> **Work request**: Your task is to find every line in the records that holds the string "above" and copy it.

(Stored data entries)
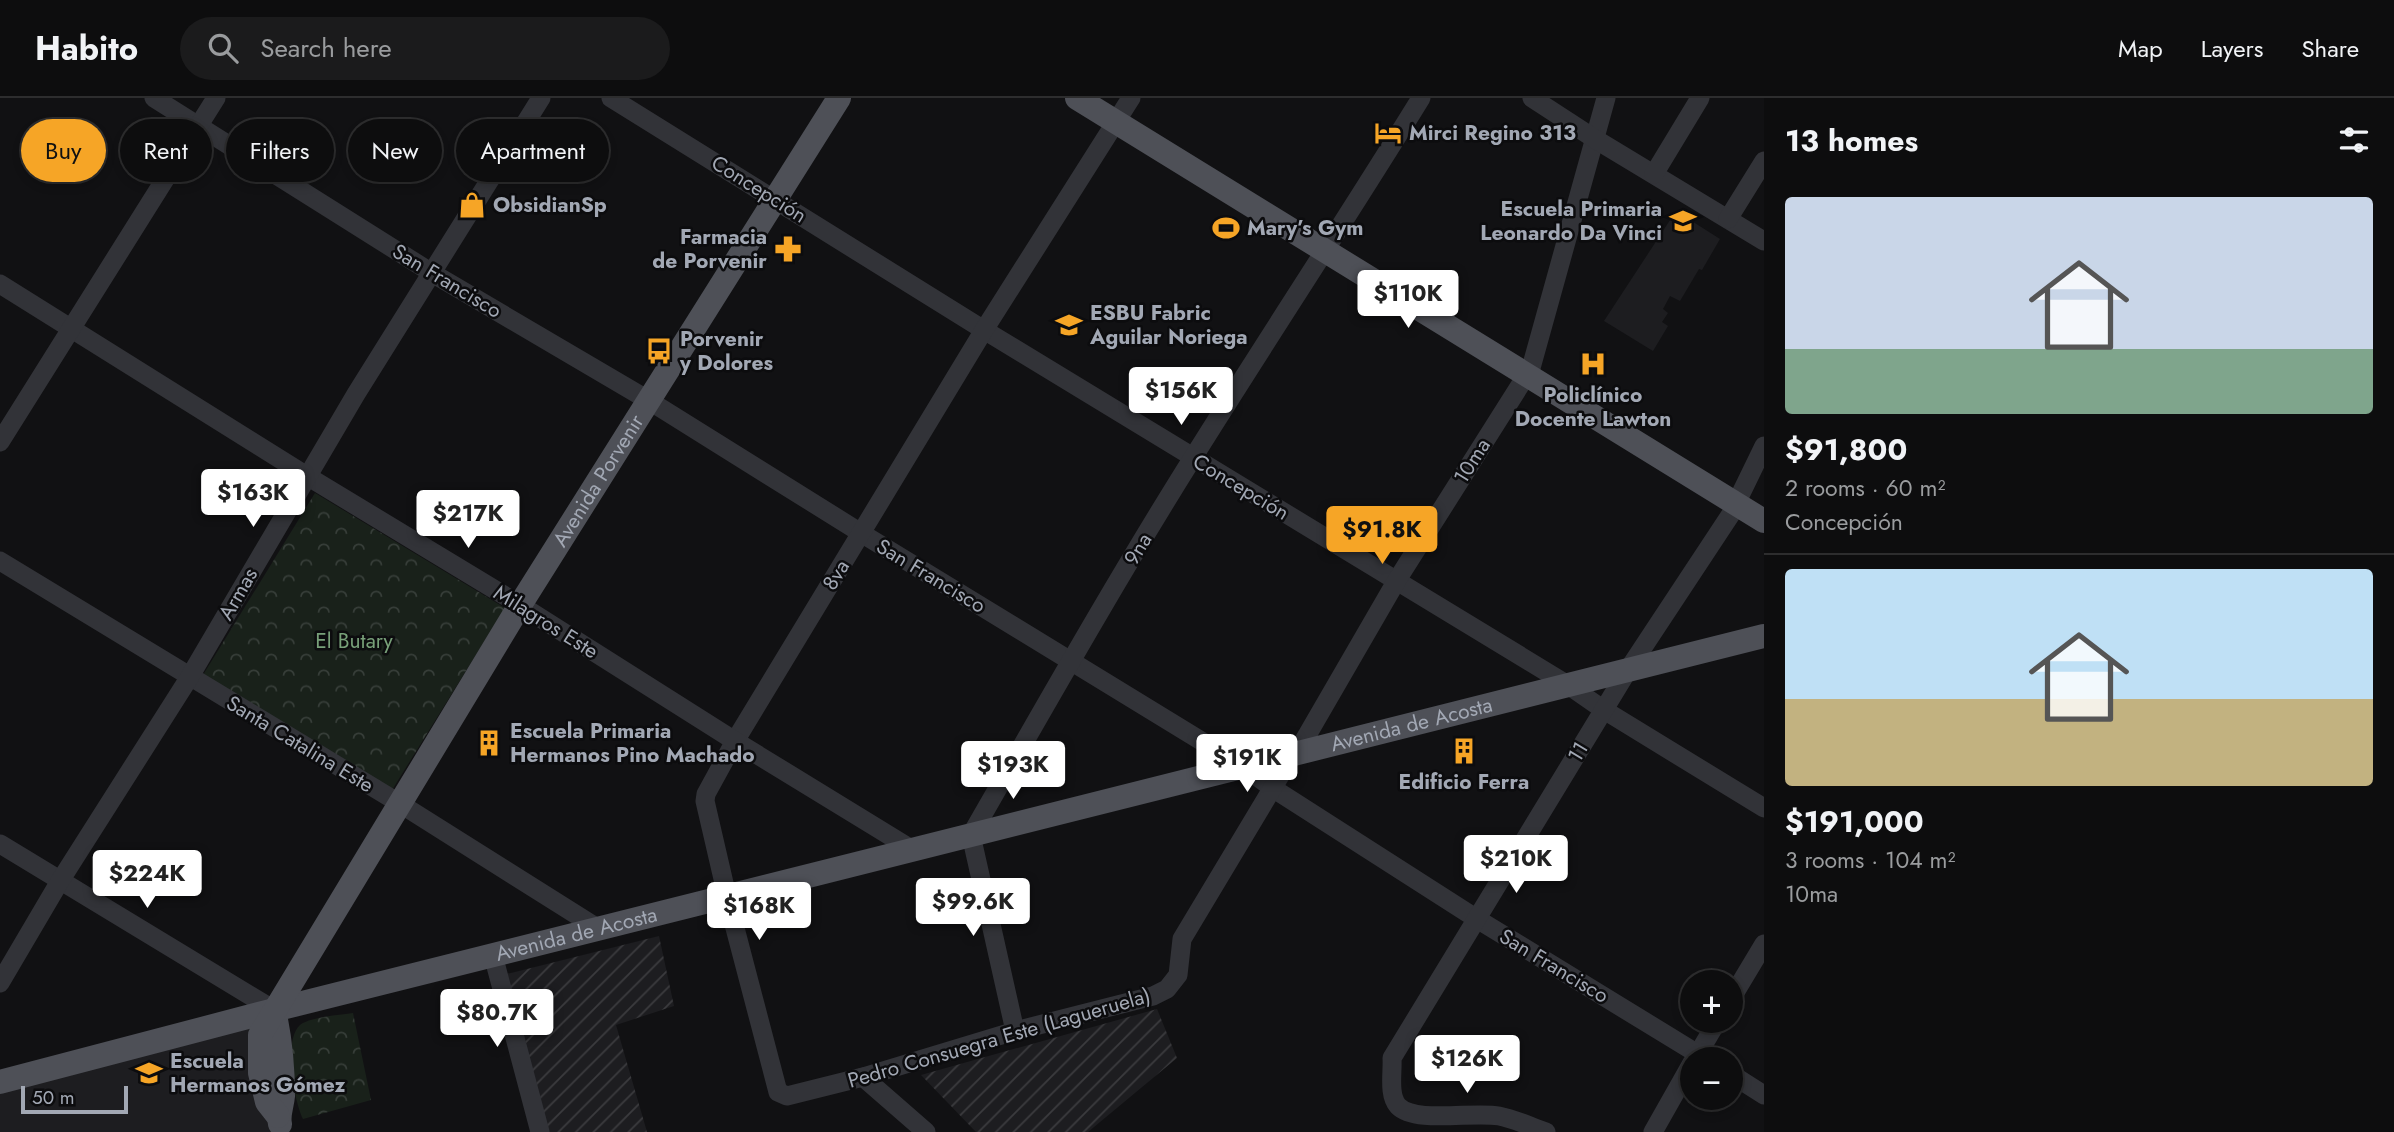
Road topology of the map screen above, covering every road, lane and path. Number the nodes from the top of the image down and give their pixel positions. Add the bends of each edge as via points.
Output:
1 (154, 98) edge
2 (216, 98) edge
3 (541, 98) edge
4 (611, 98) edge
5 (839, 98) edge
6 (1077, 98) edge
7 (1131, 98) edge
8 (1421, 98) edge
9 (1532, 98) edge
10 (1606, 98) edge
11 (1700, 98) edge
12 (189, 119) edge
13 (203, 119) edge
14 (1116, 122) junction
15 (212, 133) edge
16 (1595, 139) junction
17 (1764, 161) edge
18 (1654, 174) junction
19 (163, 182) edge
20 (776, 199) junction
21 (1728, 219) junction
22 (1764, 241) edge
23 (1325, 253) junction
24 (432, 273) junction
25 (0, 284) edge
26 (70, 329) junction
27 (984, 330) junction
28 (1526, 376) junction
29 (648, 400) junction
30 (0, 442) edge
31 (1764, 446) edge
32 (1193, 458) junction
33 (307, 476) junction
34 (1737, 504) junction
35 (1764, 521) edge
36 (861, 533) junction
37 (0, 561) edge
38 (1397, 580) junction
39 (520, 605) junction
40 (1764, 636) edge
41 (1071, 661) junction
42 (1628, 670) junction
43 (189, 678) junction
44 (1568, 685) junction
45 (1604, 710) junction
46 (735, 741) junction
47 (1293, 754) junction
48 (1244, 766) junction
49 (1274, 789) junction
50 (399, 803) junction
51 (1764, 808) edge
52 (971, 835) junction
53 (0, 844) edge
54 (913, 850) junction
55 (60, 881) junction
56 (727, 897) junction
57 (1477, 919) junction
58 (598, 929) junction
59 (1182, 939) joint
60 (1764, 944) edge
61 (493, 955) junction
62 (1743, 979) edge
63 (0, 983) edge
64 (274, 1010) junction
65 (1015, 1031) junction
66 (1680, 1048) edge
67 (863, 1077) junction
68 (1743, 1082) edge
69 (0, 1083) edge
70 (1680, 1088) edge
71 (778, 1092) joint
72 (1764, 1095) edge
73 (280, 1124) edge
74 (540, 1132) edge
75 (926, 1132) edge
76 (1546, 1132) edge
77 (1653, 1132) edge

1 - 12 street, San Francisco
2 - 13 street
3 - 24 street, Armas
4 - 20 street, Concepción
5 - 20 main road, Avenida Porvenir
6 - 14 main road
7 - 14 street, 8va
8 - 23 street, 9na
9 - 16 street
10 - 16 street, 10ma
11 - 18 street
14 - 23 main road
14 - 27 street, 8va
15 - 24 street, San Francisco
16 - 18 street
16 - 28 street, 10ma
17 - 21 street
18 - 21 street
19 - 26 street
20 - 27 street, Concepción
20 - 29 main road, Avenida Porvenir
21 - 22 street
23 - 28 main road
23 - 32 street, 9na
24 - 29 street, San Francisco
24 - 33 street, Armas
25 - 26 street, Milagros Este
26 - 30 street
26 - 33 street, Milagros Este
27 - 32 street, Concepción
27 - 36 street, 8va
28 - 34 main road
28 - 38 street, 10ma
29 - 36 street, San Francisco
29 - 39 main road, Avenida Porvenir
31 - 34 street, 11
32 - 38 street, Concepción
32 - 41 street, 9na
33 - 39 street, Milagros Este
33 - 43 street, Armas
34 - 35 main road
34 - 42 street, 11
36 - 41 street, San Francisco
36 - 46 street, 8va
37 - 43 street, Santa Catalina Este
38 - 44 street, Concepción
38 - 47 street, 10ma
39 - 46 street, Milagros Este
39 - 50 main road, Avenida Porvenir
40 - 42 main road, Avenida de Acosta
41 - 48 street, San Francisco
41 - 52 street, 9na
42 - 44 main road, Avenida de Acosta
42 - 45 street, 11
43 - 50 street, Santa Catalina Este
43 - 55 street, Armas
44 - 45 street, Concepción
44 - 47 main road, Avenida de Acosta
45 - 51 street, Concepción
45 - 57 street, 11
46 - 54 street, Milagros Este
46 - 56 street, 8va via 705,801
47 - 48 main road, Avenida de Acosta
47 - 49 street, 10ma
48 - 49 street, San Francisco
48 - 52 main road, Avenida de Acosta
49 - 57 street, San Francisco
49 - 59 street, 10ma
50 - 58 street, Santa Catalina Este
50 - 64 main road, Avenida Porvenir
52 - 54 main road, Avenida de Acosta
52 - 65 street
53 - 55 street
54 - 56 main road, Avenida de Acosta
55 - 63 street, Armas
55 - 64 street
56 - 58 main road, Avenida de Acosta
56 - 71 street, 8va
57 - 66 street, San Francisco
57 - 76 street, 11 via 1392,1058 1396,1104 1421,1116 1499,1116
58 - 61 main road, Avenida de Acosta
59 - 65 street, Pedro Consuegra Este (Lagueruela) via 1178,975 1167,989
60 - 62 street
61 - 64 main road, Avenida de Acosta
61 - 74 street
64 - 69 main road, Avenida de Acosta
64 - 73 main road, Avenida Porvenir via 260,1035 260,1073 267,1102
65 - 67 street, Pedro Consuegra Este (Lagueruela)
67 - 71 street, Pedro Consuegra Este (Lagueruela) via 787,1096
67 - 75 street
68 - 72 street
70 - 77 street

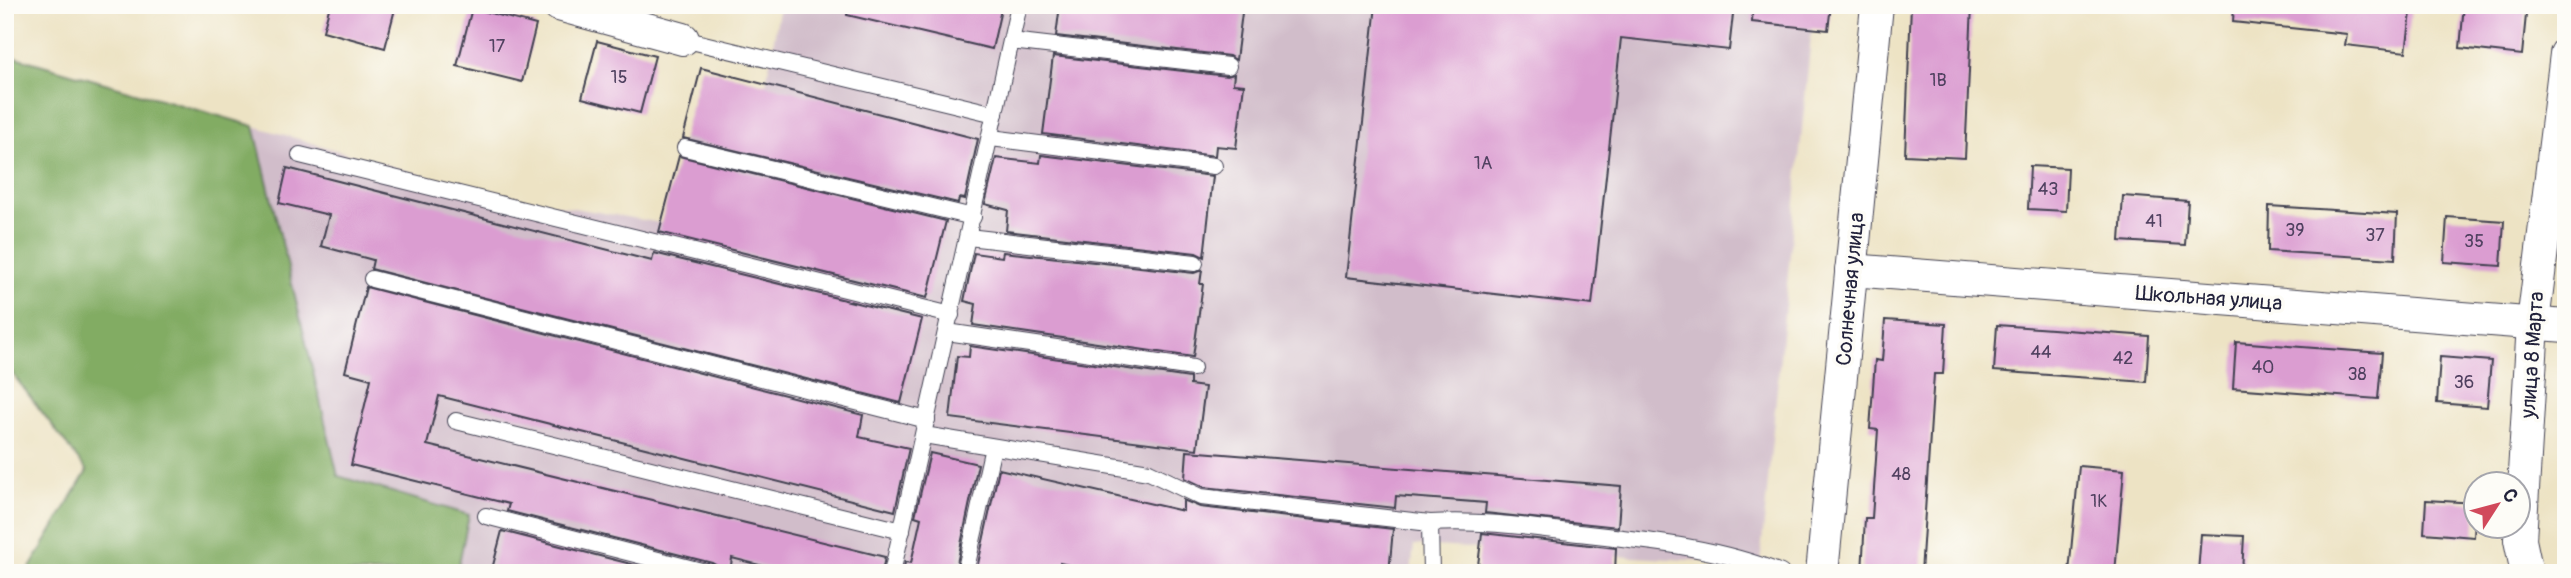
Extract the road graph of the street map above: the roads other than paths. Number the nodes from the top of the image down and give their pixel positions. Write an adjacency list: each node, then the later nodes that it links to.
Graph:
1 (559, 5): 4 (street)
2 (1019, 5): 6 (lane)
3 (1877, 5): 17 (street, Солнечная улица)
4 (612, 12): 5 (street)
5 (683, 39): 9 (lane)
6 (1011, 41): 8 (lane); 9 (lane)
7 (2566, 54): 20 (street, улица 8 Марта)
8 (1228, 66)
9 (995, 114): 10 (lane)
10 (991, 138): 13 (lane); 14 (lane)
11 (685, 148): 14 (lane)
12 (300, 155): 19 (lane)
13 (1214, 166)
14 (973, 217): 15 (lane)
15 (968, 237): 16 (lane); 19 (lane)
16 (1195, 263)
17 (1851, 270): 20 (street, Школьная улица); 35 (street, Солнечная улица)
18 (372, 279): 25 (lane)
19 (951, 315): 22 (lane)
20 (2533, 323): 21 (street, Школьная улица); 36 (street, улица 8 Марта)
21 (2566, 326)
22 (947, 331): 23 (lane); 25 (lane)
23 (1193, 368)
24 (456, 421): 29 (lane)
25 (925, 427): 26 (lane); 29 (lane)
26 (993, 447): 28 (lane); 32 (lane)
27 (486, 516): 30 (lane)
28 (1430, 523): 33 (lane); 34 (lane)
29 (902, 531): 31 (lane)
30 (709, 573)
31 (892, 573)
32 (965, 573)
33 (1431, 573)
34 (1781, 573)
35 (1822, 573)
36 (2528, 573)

> **Result of the task**:
Road topology of the map screen above, covering every road, lane and path. Number the nodes from the top of the image down and give their pixel positions. Add the bends of each edge as via points.
Extract the road graph of the street map above: the roads other than paths. Number the nodes from the top of the image down and give their pixel positions. Write an adjacency list: each node, then the later nodes that it links to.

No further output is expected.